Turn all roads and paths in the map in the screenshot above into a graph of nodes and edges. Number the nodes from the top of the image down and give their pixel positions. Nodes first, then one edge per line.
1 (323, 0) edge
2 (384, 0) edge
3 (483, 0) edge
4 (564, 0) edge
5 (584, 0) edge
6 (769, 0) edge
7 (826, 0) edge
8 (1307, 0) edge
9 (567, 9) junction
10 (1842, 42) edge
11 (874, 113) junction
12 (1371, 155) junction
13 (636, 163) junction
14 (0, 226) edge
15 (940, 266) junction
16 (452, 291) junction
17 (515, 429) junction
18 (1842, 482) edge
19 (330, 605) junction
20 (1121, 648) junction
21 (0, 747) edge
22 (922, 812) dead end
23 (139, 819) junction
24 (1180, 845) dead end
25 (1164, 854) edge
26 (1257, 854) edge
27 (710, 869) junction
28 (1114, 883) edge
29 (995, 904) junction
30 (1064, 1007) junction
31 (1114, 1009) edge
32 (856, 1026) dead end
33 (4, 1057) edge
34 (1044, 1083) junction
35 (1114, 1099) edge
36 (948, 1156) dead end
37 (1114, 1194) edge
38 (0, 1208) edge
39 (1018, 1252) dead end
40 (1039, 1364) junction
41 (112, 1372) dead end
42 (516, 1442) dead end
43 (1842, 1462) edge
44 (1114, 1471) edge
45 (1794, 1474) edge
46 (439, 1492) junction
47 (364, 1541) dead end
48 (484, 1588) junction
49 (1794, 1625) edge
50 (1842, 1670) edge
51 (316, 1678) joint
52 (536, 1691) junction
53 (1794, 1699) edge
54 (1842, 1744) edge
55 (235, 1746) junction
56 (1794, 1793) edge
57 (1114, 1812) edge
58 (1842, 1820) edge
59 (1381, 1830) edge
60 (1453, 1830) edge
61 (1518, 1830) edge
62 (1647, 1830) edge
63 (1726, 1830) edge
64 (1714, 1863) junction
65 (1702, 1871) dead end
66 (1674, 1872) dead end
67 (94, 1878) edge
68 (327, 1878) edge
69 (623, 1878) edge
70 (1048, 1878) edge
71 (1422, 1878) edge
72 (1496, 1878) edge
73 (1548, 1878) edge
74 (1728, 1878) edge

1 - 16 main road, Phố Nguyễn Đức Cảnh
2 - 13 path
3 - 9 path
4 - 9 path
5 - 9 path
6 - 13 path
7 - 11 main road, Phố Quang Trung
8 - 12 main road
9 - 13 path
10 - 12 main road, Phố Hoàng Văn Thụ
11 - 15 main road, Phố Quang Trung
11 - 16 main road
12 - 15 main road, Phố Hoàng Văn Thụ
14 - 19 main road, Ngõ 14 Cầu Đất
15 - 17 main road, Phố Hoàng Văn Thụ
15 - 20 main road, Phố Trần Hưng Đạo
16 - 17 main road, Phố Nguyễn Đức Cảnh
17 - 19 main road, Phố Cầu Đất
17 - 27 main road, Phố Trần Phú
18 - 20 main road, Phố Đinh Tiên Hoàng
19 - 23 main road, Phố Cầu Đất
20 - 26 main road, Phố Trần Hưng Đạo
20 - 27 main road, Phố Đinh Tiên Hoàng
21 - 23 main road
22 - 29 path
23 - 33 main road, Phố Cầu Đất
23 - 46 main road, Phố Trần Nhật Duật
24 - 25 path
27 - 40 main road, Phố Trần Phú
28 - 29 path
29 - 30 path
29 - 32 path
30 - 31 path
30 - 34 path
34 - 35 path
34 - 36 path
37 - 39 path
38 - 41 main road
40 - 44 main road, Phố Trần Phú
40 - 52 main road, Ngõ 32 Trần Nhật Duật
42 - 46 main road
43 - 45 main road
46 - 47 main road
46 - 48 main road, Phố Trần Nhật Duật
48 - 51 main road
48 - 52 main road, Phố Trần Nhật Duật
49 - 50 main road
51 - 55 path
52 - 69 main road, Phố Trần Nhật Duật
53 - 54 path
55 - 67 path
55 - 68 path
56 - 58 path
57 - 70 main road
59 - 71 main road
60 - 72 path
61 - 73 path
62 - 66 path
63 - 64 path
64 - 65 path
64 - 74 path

##########

The records above need to be written out once more, exactly.

Turn all roads and paths in the map in the screenshot above into a graph of nodes and edges. Number the nodes from the top of the image down and give their pixel positions. Nodes first, then one edge per line.
1 (323, 0) edge
2 (384, 0) edge
3 (483, 0) edge
4 (564, 0) edge
5 (584, 0) edge
6 (769, 0) edge
7 (826, 0) edge
8 (1307, 0) edge
9 (567, 9) junction
10 (1842, 42) edge
11 (874, 113) junction
12 (1371, 155) junction
13 (636, 163) junction
14 (0, 226) edge
15 (940, 266) junction
16 (452, 291) junction
17 (515, 429) junction
18 (1842, 482) edge
19 (330, 605) junction
20 (1121, 648) junction
21 (0, 747) edge
22 (922, 812) dead end
23 (139, 819) junction
24 (1180, 845) dead end
25 (1164, 854) edge
26 (1257, 854) edge
27 (710, 869) junction
28 (1114, 883) edge
29 (995, 904) junction
30 (1064, 1007) junction
31 (1114, 1009) edge
32 (856, 1026) dead end
33 (4, 1057) edge
34 (1044, 1083) junction
35 (1114, 1099) edge
36 (948, 1156) dead end
37 (1114, 1194) edge
38 (0, 1208) edge
39 (1018, 1252) dead end
40 (1039, 1364) junction
41 (112, 1372) dead end
42 (516, 1442) dead end
43 (1842, 1462) edge
44 (1114, 1471) edge
45 (1794, 1474) edge
46 (439, 1492) junction
47 (364, 1541) dead end
48 (484, 1588) junction
49 (1794, 1625) edge
50 (1842, 1670) edge
51 (316, 1678) joint
52 (536, 1691) junction
53 (1794, 1699) edge
54 (1842, 1744) edge
55 (235, 1746) junction
56 (1794, 1793) edge
57 (1114, 1812) edge
58 (1842, 1820) edge
59 (1381, 1830) edge
60 (1453, 1830) edge
61 (1518, 1830) edge
62 (1647, 1830) edge
63 (1726, 1830) edge
64 (1714, 1863) junction
65 (1702, 1871) dead end
66 (1674, 1872) dead end
67 (94, 1878) edge
68 (327, 1878) edge
69 (623, 1878) edge
70 (1048, 1878) edge
71 (1422, 1878) edge
72 (1496, 1878) edge
73 (1548, 1878) edge
74 (1728, 1878) edge

1 - 16 main road, Phố Nguyễn Đức Cảnh
2 - 13 path
3 - 9 path
4 - 9 path
5 - 9 path
6 - 13 path
7 - 11 main road, Phố Quang Trung
8 - 12 main road
9 - 13 path
10 - 12 main road, Phố Hoàng Văn Thụ
11 - 15 main road, Phố Quang Trung
11 - 16 main road
12 - 15 main road, Phố Hoàng Văn Thụ
14 - 19 main road, Ngõ 14 Cầu Đất
15 - 17 main road, Phố Hoàng Văn Thụ
15 - 20 main road, Phố Trần Hưng Đạo
16 - 17 main road, Phố Nguyễn Đức Cảnh
17 - 19 main road, Phố Cầu Đất
17 - 27 main road, Phố Trần Phú
18 - 20 main road, Phố Đinh Tiên Hoàng
19 - 23 main road, Phố Cầu Đất
20 - 26 main road, Phố Trần Hưng Đạo
20 - 27 main road, Phố Đinh Tiên Hoàng
21 - 23 main road
22 - 29 path
23 - 33 main road, Phố Cầu Đất
23 - 46 main road, Phố Trần Nhật Duật
24 - 25 path
27 - 40 main road, Phố Trần Phú
28 - 29 path
29 - 30 path
29 - 32 path
30 - 31 path
30 - 34 path
34 - 35 path
34 - 36 path
37 - 39 path
38 - 41 main road
40 - 44 main road, Phố Trần Phú
40 - 52 main road, Ngõ 32 Trần Nhật Duật
42 - 46 main road
43 - 45 main road
46 - 47 main road
46 - 48 main road, Phố Trần Nhật Duật
48 - 51 main road
48 - 52 main road, Phố Trần Nhật Duật
49 - 50 main road
51 - 55 path
52 - 69 main road, Phố Trần Nhật Duật
53 - 54 path
55 - 67 path
55 - 68 path
56 - 58 path
57 - 70 main road
59 - 71 main road
60 - 72 path
61 - 73 path
62 - 66 path
63 - 64 path
64 - 65 path
64 - 74 path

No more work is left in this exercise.